TO DO → The response must contain every line from the records below that has "Uranga".

*** DATA FOR PROCESSING ***

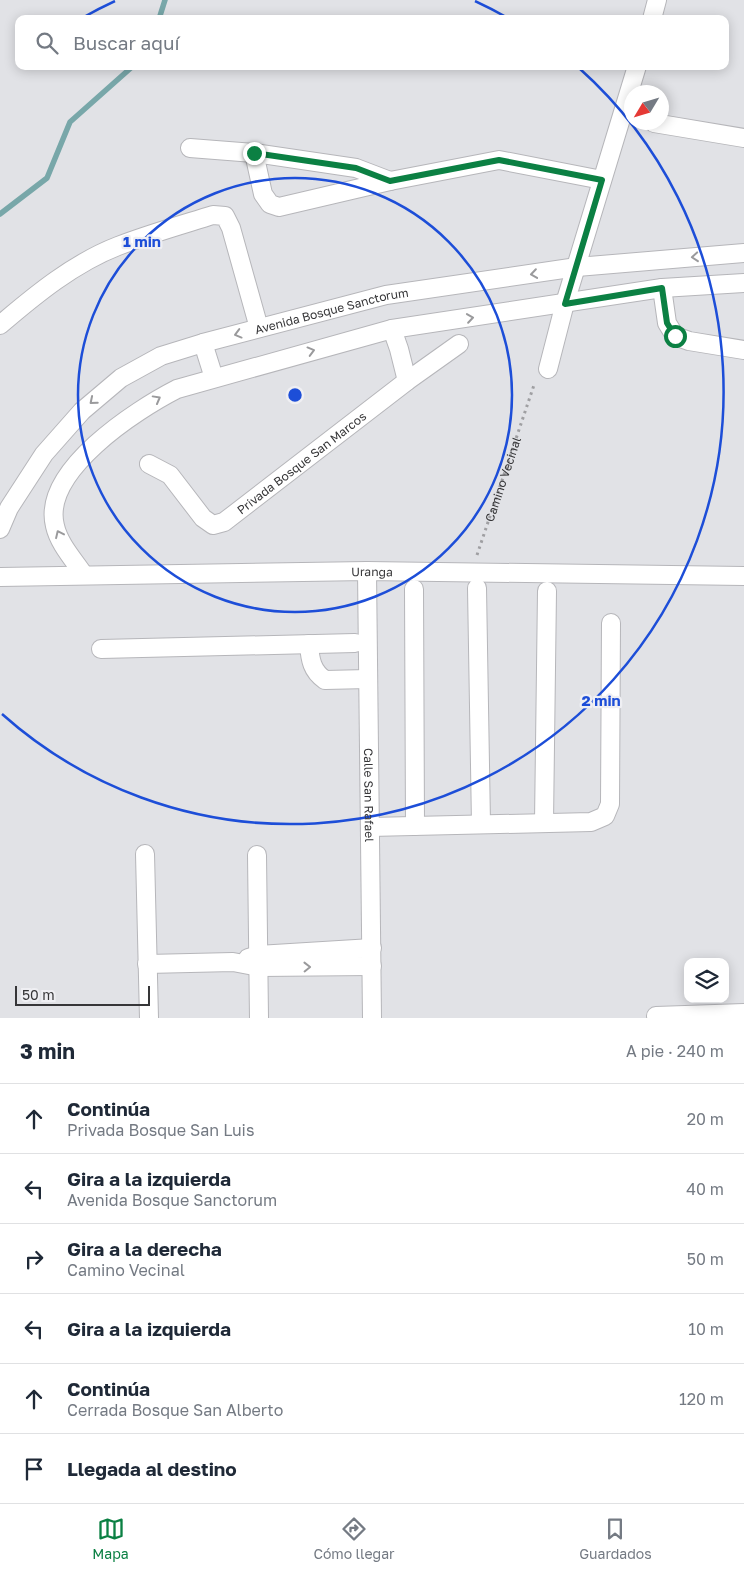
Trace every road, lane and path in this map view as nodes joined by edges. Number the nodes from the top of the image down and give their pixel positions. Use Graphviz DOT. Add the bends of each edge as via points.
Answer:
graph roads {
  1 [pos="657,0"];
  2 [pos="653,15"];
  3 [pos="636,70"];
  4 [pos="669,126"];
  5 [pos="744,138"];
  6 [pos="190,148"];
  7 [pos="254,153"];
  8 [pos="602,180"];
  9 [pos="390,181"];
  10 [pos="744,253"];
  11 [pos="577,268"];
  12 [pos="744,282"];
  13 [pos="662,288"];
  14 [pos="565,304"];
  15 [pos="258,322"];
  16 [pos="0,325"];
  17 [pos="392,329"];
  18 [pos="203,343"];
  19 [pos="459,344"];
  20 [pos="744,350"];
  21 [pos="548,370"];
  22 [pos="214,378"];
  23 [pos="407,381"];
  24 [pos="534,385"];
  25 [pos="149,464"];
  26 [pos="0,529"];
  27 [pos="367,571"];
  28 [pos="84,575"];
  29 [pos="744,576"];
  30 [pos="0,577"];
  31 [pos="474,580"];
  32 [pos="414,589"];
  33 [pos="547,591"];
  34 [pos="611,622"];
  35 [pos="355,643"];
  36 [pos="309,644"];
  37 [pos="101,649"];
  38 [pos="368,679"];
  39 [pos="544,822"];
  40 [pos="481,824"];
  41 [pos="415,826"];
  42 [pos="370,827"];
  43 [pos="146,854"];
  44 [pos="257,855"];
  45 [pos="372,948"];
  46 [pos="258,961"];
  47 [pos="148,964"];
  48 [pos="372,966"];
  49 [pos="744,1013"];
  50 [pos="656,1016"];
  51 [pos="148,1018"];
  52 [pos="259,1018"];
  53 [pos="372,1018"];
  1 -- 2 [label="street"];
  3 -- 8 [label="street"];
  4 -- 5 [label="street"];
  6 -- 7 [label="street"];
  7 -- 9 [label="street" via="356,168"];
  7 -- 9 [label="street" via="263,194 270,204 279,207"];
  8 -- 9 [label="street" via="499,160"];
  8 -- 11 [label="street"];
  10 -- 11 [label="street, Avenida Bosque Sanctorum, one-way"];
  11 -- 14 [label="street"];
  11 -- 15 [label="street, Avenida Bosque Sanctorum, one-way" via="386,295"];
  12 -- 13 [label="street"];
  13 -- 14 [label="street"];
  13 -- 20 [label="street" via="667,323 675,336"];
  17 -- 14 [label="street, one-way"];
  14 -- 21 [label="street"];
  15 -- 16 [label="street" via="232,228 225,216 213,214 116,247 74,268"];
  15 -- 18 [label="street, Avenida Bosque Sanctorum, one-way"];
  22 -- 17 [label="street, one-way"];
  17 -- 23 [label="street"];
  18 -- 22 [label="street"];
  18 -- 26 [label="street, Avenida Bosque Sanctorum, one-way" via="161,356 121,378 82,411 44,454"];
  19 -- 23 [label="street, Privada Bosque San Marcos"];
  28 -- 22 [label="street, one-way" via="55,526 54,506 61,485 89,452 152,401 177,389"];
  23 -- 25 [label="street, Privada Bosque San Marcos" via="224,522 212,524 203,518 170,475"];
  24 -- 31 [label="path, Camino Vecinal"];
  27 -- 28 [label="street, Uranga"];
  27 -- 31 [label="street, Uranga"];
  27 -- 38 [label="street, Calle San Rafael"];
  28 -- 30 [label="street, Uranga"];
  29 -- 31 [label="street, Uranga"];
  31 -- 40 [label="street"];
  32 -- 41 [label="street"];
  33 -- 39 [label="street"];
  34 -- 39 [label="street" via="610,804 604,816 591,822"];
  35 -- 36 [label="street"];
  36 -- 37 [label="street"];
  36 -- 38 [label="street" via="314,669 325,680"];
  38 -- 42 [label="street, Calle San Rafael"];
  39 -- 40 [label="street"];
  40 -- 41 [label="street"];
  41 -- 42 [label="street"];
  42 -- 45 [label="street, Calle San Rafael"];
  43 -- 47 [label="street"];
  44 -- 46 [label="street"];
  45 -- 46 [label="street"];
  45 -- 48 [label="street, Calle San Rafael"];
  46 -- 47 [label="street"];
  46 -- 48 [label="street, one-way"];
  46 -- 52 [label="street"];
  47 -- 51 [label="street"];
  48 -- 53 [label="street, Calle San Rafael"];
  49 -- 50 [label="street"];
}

***
*** DATA FOR PROCESSING ***

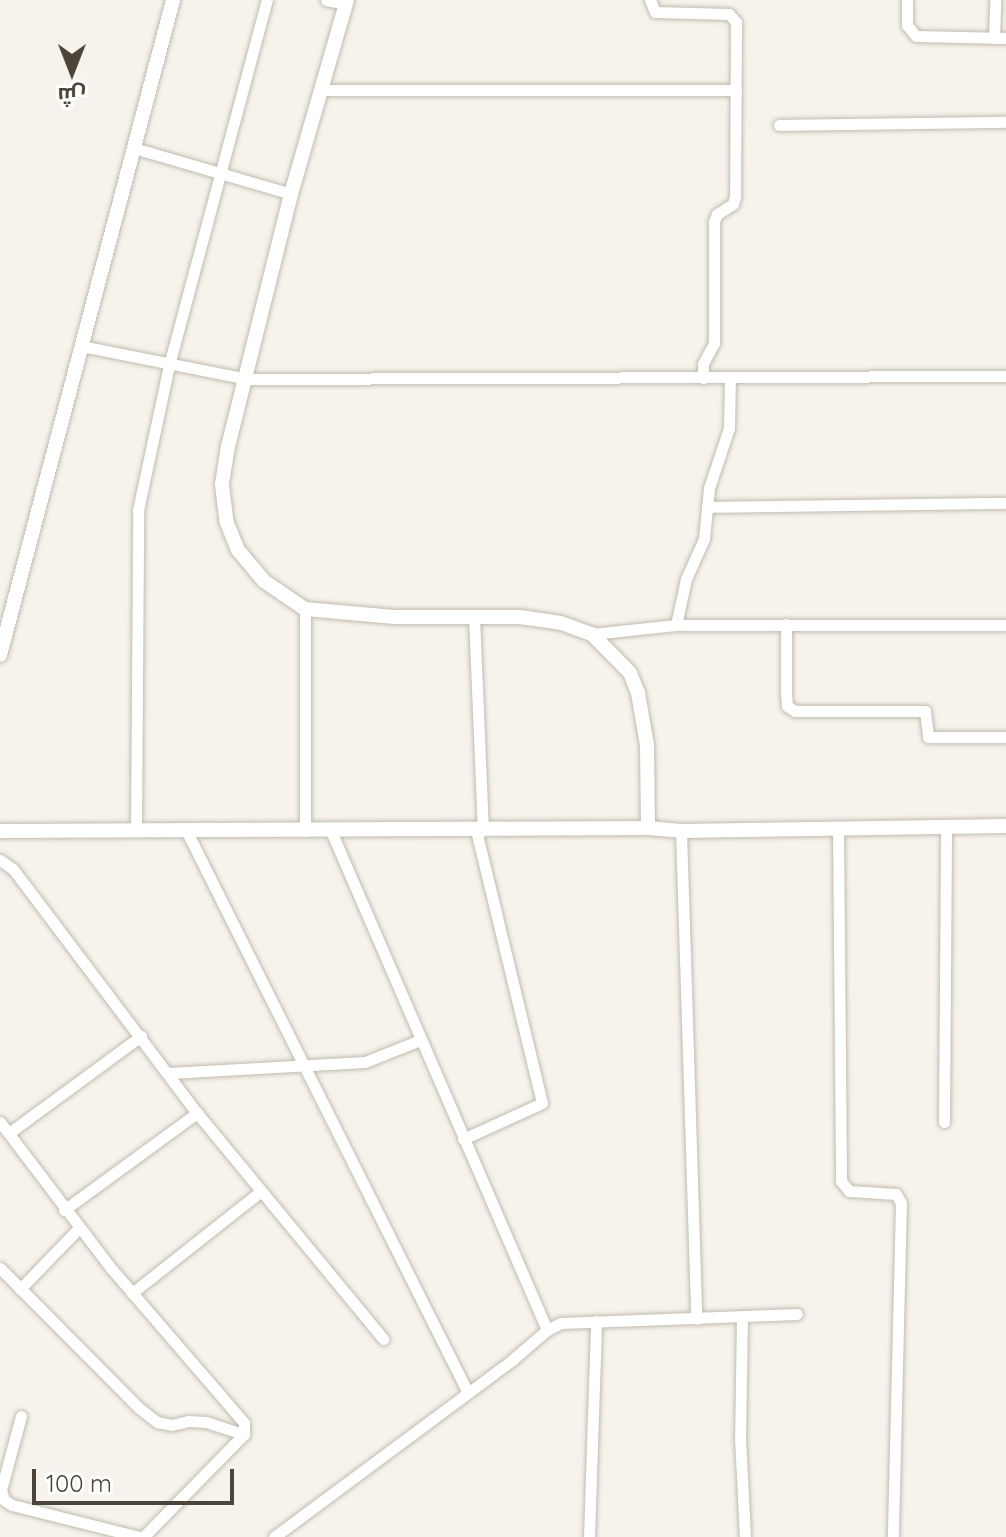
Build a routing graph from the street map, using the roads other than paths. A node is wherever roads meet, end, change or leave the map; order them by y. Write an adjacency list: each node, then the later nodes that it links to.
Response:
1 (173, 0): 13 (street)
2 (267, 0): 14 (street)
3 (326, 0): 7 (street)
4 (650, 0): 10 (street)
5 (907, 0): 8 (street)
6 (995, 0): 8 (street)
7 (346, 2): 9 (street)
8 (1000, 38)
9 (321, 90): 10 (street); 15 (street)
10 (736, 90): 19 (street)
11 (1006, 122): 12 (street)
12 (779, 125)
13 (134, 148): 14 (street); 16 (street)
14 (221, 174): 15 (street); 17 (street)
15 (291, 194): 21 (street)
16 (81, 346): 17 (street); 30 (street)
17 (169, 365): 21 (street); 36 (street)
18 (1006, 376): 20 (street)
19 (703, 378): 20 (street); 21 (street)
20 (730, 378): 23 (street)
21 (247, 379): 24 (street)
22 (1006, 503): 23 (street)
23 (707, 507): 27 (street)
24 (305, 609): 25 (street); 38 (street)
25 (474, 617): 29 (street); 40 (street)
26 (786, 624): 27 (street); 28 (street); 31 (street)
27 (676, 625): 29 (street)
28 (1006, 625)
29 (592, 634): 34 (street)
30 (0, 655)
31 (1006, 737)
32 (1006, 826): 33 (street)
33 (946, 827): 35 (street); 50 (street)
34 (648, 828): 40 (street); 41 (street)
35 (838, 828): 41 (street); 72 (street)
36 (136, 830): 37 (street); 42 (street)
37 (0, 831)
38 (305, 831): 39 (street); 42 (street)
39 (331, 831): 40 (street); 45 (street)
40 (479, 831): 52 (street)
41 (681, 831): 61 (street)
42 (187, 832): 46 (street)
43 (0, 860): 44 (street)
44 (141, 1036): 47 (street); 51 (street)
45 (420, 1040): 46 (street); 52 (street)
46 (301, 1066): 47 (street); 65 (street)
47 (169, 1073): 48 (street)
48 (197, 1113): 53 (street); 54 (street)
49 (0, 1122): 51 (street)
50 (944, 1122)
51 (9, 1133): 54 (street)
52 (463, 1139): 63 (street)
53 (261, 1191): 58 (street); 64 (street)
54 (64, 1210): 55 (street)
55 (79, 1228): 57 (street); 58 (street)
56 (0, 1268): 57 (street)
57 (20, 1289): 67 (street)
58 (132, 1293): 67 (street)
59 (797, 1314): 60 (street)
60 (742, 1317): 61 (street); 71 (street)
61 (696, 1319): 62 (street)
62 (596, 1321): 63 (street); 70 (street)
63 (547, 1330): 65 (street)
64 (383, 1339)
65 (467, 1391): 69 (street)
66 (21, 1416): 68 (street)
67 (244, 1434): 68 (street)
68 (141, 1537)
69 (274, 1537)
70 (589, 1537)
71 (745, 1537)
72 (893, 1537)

***

RESULT BELOW →
  27 -- 28 [label="street, Uranga"];
  27 -- 31 [label="street, Uranga"];
  28 -- 30 [label="street, Uranga"];
  29 -- 31 [label="street, Uranga"];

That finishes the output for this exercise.